## What to do
From the data below, set down exactly the lines between the one holding "thumb tip: (971, 763)" and the one holding "index tip: (1004, 819)", inclusive, and no others.

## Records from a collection
::::
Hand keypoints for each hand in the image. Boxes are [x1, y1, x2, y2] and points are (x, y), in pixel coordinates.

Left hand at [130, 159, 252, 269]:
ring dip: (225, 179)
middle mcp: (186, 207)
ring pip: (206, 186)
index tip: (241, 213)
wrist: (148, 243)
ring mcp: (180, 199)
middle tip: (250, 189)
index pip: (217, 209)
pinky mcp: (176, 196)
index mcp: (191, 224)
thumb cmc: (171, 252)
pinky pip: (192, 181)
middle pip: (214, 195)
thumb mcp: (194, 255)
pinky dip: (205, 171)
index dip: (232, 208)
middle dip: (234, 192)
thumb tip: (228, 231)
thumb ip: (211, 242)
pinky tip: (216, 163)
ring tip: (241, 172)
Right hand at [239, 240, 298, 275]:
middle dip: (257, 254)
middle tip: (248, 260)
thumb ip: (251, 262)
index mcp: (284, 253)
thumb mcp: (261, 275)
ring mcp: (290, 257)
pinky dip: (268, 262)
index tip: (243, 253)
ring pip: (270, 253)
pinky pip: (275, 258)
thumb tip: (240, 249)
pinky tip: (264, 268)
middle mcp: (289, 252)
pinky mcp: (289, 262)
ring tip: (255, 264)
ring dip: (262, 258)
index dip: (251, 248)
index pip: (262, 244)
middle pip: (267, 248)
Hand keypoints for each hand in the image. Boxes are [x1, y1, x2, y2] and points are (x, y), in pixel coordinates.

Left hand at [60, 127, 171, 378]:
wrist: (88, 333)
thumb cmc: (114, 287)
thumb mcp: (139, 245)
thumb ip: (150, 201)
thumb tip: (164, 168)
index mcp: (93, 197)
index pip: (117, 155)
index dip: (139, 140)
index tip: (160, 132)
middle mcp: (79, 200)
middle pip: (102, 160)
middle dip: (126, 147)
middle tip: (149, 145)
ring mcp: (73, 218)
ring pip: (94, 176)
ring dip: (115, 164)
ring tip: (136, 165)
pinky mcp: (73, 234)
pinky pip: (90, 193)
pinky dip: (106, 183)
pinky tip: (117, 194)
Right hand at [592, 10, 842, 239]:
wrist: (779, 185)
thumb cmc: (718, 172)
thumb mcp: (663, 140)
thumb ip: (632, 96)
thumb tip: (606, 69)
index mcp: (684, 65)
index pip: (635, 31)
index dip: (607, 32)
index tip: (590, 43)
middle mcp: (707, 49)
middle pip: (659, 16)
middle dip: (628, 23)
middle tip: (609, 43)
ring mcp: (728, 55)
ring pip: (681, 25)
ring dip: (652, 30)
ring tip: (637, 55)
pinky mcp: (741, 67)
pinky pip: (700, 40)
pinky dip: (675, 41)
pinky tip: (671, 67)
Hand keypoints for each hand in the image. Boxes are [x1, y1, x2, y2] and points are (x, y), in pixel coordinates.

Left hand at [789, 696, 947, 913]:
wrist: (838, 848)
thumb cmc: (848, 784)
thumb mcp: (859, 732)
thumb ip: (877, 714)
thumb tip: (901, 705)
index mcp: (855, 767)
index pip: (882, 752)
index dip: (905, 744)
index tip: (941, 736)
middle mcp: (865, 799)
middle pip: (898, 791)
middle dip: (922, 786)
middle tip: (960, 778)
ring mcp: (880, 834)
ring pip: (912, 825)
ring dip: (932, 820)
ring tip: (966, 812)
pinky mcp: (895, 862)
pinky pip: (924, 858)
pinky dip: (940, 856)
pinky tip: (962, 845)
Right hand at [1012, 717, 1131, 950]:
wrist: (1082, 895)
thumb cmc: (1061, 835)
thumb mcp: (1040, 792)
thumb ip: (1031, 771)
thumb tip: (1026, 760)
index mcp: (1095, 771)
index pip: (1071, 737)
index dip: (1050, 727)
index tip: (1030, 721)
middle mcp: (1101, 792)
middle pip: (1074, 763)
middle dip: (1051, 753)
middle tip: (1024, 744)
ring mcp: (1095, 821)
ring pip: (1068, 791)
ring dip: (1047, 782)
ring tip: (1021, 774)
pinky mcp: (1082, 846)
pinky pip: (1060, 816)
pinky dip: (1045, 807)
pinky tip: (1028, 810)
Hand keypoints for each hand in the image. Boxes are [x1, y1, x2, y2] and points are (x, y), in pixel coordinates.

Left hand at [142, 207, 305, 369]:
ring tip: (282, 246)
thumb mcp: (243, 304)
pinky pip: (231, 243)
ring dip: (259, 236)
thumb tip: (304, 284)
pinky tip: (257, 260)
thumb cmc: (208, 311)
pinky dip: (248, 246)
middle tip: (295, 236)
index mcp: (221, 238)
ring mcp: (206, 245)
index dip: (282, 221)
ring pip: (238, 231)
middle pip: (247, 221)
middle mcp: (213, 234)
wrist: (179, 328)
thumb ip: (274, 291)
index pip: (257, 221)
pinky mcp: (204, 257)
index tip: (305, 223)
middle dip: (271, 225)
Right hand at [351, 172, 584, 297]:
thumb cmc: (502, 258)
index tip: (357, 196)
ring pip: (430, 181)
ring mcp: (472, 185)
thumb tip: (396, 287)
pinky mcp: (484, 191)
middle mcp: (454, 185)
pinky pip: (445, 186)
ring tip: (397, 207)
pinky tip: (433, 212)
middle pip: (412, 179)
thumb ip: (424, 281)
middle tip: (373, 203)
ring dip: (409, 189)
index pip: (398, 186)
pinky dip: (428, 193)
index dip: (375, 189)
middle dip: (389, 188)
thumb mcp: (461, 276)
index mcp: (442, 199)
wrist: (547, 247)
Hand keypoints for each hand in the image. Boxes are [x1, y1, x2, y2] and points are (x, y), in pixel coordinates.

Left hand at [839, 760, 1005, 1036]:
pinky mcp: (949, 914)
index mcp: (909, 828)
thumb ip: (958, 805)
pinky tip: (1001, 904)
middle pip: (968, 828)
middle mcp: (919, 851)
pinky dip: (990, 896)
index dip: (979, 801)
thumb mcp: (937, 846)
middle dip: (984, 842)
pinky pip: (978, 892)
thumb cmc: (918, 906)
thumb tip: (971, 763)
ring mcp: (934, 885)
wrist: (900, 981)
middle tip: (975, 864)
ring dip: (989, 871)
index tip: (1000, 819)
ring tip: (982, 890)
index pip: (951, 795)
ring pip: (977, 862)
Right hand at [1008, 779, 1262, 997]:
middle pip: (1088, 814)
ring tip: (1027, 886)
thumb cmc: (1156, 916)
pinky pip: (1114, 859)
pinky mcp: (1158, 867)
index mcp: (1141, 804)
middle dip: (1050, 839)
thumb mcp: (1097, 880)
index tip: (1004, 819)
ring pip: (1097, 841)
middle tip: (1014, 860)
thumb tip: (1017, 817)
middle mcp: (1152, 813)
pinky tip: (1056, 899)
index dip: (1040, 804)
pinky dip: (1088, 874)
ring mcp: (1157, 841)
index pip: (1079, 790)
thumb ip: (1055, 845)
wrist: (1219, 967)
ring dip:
::::
## Solution
thumb tip: (971, 763)
ring mcp: (934, 885)
wrist: (900, 981)
middle tip: (975, 864)
ring dip: (989, 871)
index tip: (1000, 819)
ring tip: (982, 890)
index pip: (951, 795)
ring pip: (977, 862)
Right hand at [1008, 779, 1262, 997]:
middle pip: (1088, 814)
ring tip: (1027, 886)
thumb cmc: (1156, 916)
pinky pip: (1114, 859)
pinky mcp: (1158, 867)
index mcp: (1141, 804)
middle dip: (1050, 839)
thumb mcp: (1097, 880)
index tip: (1004, 819)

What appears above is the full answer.